How to complete this task: Your answer should be the lines of the listing that contain the word "view".

╭─ Study material

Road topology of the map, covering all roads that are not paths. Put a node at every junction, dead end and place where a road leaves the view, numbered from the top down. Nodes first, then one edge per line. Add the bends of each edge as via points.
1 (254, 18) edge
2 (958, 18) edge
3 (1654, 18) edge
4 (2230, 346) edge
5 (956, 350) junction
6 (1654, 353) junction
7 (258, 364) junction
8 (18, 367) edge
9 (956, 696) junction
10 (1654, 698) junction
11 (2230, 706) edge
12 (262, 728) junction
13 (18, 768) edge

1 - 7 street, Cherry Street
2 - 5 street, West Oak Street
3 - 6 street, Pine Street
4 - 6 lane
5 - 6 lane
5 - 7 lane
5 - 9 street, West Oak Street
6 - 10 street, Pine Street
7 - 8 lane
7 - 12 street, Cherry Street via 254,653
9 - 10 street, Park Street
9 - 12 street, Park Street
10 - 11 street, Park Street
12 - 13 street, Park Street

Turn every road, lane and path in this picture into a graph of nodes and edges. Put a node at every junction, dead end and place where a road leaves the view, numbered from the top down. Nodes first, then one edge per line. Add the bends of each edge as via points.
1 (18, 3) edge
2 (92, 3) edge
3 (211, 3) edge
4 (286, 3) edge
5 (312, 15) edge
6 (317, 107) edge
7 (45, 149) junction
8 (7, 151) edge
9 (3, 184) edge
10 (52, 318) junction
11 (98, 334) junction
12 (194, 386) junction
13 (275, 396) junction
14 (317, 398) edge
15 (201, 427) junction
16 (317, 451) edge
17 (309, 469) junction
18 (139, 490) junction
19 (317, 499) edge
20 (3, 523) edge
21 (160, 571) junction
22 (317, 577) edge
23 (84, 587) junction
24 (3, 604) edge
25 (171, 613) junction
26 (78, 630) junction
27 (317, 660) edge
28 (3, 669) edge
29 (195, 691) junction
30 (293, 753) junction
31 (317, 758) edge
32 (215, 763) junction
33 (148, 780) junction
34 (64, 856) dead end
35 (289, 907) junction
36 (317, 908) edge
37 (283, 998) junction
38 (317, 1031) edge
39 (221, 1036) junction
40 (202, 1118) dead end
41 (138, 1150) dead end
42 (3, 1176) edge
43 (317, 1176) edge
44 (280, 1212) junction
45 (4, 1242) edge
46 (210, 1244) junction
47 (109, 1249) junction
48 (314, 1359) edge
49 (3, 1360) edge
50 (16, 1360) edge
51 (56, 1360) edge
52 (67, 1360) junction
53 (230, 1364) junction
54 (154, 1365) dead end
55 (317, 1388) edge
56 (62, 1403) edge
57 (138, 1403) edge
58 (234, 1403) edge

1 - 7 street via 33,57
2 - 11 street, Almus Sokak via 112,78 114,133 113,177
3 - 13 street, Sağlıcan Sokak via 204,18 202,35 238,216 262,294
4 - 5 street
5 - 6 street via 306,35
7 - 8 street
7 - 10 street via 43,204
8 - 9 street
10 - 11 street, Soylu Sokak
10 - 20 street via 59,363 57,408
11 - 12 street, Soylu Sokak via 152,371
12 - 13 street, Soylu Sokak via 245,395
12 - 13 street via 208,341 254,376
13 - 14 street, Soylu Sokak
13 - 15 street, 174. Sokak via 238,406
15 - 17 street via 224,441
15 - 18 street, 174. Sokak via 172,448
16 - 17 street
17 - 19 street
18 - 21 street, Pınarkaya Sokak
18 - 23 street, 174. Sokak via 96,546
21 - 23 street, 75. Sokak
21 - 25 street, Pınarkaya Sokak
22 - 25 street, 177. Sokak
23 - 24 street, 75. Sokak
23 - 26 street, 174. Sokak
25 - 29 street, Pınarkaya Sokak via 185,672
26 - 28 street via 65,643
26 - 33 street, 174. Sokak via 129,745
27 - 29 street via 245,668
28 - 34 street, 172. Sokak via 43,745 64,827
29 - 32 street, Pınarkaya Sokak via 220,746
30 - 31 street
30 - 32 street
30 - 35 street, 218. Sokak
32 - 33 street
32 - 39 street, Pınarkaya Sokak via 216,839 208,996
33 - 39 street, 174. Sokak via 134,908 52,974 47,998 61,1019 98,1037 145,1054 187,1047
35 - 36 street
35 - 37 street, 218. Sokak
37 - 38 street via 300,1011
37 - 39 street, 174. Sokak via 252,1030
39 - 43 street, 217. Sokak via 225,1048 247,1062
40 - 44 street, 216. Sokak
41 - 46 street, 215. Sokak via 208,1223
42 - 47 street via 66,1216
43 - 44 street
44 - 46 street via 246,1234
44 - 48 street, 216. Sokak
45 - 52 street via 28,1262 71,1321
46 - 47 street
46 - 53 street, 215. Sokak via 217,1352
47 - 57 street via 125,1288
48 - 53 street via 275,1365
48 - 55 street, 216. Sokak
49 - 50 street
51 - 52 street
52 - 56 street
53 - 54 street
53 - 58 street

╰─

Result of this task:
Road topology of the map, covering all roads that are not paths. Put a node at every junction, dead end and place where a road leaves the view, numbered from the top down. Nodes first, then one edge per line. Add the bends of each edge as via points.
Turn every road, lane and path in this picture into a graph of nodes and edges. Put a node at every junction, dead end and place where a road leaves the view, numbered from the top down. Nodes first, then one edge per line. Add the bends of each edge as via points.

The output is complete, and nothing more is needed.